Considero que los esfuerzos y la energía del Gobierno debe concentrarse en fortalecer nuevos sectores de la economía: Generar más empleos formales en alianzas con el sector privado y grandes capitales; e invertir en el desarrollo del campo, porque es allí donde está la salida a la crisis. Esta es una de nuestras mayores fortalezas: tierra fértil para producir alimentos. Ocupamos el puesto 25 entre 223 países con potencial de expansión agrícola según la FAO. En 2018, se definió la frontera agrícola nacional con 40 millones de hectáreas aptas para desarrollar actividades agrícolas, pecuarias, forestales, acuícolas y pesqueras; sin embargo, sólo 7,6 millones de esas hectáreas están siendo utilizadas, es decir: 80% del suelo óptimo para producir no está en uso.
Es el momento de creer en lo que tenemos; de sentirnos orgullosos de nuestra clase campesina, de reivindicar el desarrollo rural desde las transformaciones sociales, productivas e institucionales. Hay que implementar una verdadera política agrícola estructural que conduzca a erradicar la pobreza, fomentar la igualdad social y disminuir las grandes brechas de inequidad entre el campo y la ciudad. Una política basada en nuestra soberanía alimentaria con excedentes para el mercado exterior que permita empleo digno, y una transformación industrial innovadora que nos permita competir en el sistema de alimentación global. Por tanto, el desarrollo del campo debe ser nuestra prioridad dentro de la agenda pública nacional; sin embargo, con $1,6 billones de presupuesto asignado para inversión en 2021, será muy difícil la esperada transformación.

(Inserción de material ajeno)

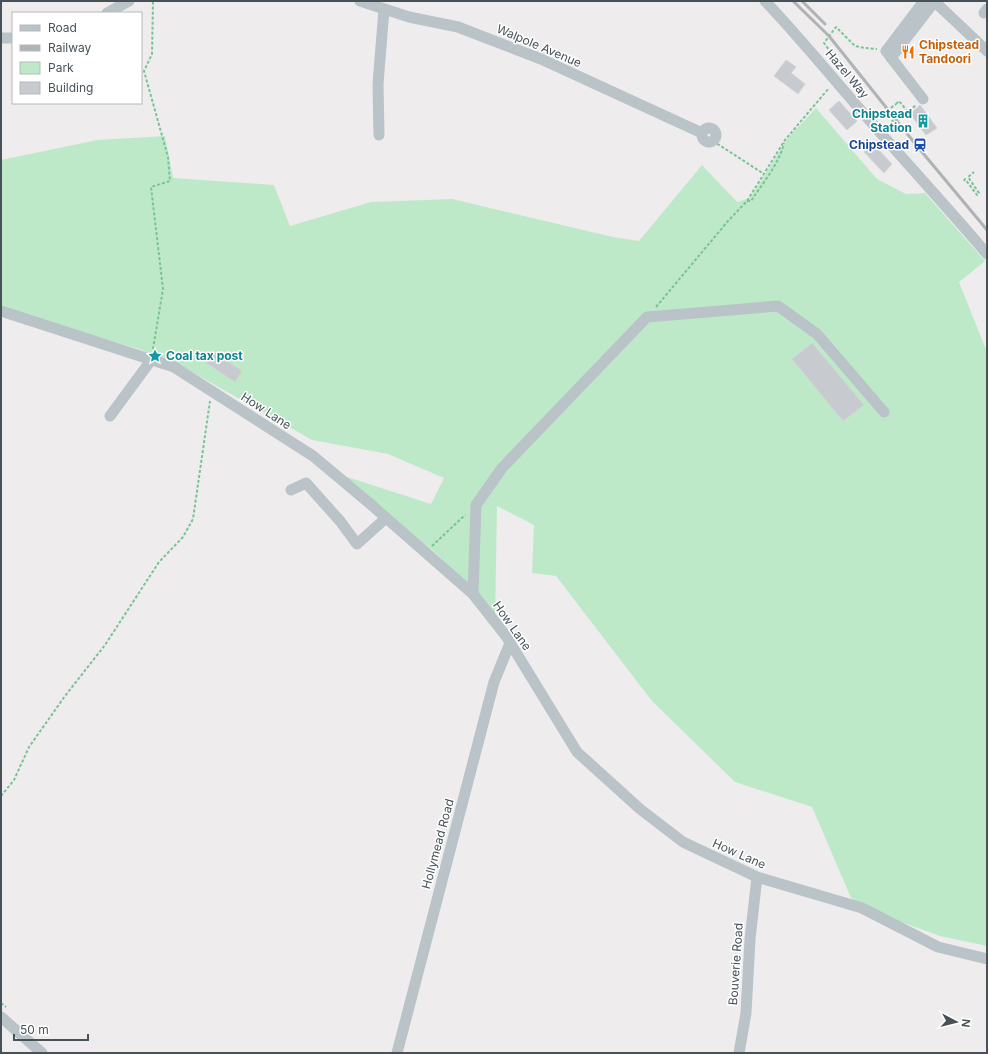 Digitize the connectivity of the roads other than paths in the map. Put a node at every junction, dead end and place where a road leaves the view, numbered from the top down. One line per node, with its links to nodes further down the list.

Por ejemplo, Colombia está importando más de 8,4 millones de toneladas de cereales año que equivalen US$1,8 millones. Si reemplazáramos las importaciones de cebada con producción nacional: si se sembraran 130.000 hectáreas con semilla certificada, maquinaria, tecnología y asistencia técnica. Se obtendrían 310.000 toneladas de cebada al año (descontando las pérdidas circunstanciales); se tendría una producción de, aproximadamente, tres toneladas por hectárea; y se generarían más de 30.000 empleos directos e indirectos. Por supuesto, esta producción requiere un compromiso de compra, que podría materializarse con las empresas cerveceras a través de un contrato de cantidad, calidad y precio.
Ahora más que nunca, es crucial comenzar a considerar nuevas alternativas para la corresponsabilidad tributaria: consolidar las alianzas con el sector privado para enfocarlo al desarrollo rural integral con enfoque territorial y no sectorial; garantizar insumos, maquinaria, tecnología y redes con canales de distribución que aseguren la compra de las cosechas a precios justos y generen utilidades reales y a largo plazo para el país. Es momento de que el Estado le de la titularidad de la tierra a aquellos quienes han vivido y trabajado en ella durante muchos años, para poder acabar con la informalidad que obstaculiza el progreso. ¿Vamos a continuar importando productos que pueden producirse en Colombia generando empleo? ¿Vamos a seguir elevando los impuestos para la clase media? ¿o vamos a trabajar por un futuro estable de producción y desarrollo del país, a corto, mediano y largo plazo?